Newman Regional Health (NRH) is notifying more than 52,000 patients after an investigation revealed unauthorized access to a limited number of their employee e-mail accounts between January 26, 2021 and November 23, 2021.
NRH is not a large hospital. According to their site, the Kansas hospital is a not-for-profit 25-bed critical access hospital, owned by the citizens of Lyon County Kansas. NRH describes itself as having an excellent reputation for clinical care both within the state and nationally.
An FAQ on the incident, created by IDX for the Kansas hospital, does not reveal when NRH first discovered any unauthorized access. Nor does it explain how unauthorized access went on for so long without being detected sooner.

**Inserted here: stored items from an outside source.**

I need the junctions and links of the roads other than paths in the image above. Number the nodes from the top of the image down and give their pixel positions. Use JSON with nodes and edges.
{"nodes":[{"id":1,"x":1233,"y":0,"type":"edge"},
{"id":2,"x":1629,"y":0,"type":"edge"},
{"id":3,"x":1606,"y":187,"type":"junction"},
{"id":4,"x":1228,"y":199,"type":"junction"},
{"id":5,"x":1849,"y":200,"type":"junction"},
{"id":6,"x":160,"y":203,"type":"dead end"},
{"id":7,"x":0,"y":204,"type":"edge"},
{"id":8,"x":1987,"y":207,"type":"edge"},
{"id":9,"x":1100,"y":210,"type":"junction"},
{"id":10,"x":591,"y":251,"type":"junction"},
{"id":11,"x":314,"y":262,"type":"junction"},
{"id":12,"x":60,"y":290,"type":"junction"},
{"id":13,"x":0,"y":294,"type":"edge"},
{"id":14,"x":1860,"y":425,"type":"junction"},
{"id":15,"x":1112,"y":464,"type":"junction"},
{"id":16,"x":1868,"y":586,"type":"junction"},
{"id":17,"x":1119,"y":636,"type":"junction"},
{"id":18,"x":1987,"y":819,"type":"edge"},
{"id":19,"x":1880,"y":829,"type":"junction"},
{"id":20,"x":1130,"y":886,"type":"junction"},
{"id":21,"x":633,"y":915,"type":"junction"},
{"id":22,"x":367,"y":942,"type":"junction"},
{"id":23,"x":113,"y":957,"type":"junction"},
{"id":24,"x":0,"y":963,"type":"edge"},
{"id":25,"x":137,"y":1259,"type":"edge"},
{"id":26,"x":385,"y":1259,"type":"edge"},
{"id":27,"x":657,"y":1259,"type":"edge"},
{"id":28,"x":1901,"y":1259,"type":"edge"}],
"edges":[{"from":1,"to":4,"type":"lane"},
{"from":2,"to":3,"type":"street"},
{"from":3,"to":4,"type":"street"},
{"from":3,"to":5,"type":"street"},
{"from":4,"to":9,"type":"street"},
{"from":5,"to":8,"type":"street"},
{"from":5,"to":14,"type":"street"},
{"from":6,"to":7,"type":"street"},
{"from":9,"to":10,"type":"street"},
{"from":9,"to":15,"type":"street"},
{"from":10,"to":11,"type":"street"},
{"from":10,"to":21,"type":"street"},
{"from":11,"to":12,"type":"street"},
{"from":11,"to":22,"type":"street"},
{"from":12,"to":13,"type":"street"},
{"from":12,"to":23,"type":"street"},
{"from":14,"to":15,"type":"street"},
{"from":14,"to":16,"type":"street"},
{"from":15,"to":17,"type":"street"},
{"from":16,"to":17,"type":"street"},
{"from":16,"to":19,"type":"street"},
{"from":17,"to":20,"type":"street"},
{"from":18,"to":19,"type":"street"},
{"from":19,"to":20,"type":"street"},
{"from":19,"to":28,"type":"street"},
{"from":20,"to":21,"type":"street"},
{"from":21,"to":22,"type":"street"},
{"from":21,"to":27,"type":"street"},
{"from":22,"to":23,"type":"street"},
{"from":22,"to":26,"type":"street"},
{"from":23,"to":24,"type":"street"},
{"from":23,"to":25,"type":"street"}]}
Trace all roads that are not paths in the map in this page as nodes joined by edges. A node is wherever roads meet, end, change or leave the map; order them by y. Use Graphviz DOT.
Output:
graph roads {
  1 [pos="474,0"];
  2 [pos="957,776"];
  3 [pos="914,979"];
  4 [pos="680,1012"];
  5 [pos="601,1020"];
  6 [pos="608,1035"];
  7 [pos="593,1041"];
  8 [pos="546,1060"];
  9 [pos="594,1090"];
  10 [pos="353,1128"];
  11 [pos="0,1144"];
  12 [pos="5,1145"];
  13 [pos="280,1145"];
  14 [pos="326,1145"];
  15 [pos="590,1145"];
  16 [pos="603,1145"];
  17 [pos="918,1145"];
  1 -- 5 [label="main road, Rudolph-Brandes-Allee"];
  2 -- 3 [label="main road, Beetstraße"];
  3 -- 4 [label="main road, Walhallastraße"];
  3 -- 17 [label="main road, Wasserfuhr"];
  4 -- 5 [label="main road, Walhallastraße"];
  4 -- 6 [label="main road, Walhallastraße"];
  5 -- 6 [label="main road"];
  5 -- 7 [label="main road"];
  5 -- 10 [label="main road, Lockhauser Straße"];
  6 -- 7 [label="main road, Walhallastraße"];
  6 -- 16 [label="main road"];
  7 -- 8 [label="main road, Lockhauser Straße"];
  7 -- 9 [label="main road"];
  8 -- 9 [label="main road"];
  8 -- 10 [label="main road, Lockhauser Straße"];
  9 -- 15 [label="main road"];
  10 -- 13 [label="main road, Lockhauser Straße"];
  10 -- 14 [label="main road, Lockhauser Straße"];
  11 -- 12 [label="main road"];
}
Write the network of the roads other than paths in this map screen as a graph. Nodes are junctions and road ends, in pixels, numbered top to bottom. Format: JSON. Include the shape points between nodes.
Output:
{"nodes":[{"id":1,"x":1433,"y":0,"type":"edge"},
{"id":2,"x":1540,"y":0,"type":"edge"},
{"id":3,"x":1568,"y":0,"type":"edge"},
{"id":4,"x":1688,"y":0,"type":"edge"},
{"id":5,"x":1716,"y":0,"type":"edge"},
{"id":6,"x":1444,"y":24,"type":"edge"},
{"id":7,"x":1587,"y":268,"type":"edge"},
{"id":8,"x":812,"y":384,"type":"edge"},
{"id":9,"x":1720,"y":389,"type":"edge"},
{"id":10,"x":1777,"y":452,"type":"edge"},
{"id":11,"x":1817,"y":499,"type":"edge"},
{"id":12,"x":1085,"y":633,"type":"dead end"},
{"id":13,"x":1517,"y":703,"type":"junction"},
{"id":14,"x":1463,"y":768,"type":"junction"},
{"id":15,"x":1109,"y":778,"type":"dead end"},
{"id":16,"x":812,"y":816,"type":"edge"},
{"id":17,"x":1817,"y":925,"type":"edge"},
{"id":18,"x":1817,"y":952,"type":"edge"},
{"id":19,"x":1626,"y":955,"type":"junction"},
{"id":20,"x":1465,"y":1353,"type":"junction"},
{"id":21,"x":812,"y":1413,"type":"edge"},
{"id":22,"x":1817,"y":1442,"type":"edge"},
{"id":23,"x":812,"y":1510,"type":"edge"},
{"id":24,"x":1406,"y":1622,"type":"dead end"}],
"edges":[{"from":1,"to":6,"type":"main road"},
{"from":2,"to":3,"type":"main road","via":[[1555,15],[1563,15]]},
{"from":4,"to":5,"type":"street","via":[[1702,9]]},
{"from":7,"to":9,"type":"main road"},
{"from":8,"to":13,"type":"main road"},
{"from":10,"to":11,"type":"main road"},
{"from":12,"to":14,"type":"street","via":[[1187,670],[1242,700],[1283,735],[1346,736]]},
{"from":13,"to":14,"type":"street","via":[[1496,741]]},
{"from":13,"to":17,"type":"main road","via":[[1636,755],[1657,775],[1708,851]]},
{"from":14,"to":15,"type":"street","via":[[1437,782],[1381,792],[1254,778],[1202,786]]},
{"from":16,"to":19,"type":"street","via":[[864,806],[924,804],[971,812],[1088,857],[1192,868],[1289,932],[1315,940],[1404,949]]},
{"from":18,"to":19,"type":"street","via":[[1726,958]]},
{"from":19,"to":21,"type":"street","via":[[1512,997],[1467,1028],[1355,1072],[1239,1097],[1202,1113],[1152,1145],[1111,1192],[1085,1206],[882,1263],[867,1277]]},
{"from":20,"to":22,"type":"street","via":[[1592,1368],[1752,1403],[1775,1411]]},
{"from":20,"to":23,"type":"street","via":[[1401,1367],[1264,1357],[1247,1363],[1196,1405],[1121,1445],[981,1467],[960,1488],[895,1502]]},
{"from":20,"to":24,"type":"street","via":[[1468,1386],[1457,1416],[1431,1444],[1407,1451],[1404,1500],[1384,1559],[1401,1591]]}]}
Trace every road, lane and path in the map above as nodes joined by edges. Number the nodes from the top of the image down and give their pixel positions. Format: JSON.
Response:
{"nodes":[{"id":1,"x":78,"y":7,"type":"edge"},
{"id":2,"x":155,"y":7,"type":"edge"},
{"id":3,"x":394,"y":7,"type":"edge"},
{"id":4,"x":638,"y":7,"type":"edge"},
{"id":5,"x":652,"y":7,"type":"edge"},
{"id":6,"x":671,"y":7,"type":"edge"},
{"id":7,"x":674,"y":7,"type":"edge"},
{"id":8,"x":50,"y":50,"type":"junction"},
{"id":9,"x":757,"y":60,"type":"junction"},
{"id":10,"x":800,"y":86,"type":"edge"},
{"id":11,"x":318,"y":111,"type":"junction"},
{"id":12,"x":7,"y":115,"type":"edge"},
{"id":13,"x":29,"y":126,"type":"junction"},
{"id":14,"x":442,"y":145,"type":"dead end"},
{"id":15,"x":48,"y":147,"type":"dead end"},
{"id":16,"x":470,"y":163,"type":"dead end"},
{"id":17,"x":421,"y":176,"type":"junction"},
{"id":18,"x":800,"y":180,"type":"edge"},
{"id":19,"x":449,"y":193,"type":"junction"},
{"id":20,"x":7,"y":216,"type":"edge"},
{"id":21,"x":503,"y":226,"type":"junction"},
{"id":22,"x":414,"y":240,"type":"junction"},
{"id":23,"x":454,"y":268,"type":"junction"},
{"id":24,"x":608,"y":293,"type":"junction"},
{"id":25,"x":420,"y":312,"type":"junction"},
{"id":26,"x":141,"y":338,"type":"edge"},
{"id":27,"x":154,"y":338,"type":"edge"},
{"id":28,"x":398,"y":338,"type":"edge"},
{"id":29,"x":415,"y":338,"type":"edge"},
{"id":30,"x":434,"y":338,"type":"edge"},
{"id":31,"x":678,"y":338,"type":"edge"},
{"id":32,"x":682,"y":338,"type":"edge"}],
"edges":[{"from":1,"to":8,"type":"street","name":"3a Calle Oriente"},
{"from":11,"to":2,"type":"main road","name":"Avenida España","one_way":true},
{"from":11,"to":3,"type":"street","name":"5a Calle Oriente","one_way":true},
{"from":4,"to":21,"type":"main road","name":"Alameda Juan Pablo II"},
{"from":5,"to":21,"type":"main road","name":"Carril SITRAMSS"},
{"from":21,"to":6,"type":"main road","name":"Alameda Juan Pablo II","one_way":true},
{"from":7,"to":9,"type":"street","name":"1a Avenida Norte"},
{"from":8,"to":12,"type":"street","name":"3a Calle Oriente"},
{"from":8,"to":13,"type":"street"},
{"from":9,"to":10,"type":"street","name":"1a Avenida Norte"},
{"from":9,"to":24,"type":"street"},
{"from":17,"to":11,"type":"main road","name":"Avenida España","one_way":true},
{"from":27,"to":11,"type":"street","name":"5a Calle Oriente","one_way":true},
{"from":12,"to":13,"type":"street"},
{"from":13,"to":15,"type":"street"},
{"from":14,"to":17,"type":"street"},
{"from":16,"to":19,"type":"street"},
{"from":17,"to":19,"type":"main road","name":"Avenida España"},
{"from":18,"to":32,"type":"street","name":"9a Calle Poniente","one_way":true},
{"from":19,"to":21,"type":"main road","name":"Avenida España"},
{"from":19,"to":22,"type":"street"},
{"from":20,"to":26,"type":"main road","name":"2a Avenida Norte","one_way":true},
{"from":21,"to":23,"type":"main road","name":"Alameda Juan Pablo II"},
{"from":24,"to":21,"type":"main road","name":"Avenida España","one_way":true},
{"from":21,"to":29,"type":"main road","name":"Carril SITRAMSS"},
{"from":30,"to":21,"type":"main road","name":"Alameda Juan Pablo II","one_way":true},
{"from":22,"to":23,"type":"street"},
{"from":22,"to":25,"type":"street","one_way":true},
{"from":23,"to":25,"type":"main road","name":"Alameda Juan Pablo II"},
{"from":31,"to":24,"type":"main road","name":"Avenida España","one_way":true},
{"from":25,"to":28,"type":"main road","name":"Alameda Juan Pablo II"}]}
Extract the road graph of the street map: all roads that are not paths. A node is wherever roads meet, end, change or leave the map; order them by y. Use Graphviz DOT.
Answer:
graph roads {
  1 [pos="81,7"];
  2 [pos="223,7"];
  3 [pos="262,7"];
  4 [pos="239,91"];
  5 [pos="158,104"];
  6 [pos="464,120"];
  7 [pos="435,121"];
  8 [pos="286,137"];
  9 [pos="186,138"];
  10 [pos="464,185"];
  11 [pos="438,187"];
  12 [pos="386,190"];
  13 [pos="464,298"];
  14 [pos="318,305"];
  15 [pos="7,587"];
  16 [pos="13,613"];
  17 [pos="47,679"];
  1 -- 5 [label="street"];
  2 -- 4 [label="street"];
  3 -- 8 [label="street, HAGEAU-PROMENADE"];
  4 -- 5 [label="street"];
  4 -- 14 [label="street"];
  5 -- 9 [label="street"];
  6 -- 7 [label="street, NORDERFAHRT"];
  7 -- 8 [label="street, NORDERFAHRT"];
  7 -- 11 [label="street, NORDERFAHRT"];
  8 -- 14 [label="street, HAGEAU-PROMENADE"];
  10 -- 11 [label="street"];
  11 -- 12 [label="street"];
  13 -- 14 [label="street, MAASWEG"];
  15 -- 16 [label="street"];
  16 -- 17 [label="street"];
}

According to the FAQ, the type of information contained in the email accounts varied for each affected individual, but may have included:
individuals’ names; dates of birth; medical record or other identification numbers; addresses, phone numbers, or e-mail addresses; limited heath, treatment or insurance information; or employee information collected in connection with an individual’s receipt of services from or employment with NRH. A limited group of individuals may have social security number or financial information affected. We are in the process of notifying affected individuals, including details regarding the information that was involved.
NRH does not describe any specific measures it is taking to prevent a similar incident from occurring in the future. It simply asserts that it has taken steps to prevent similar incidents in the future.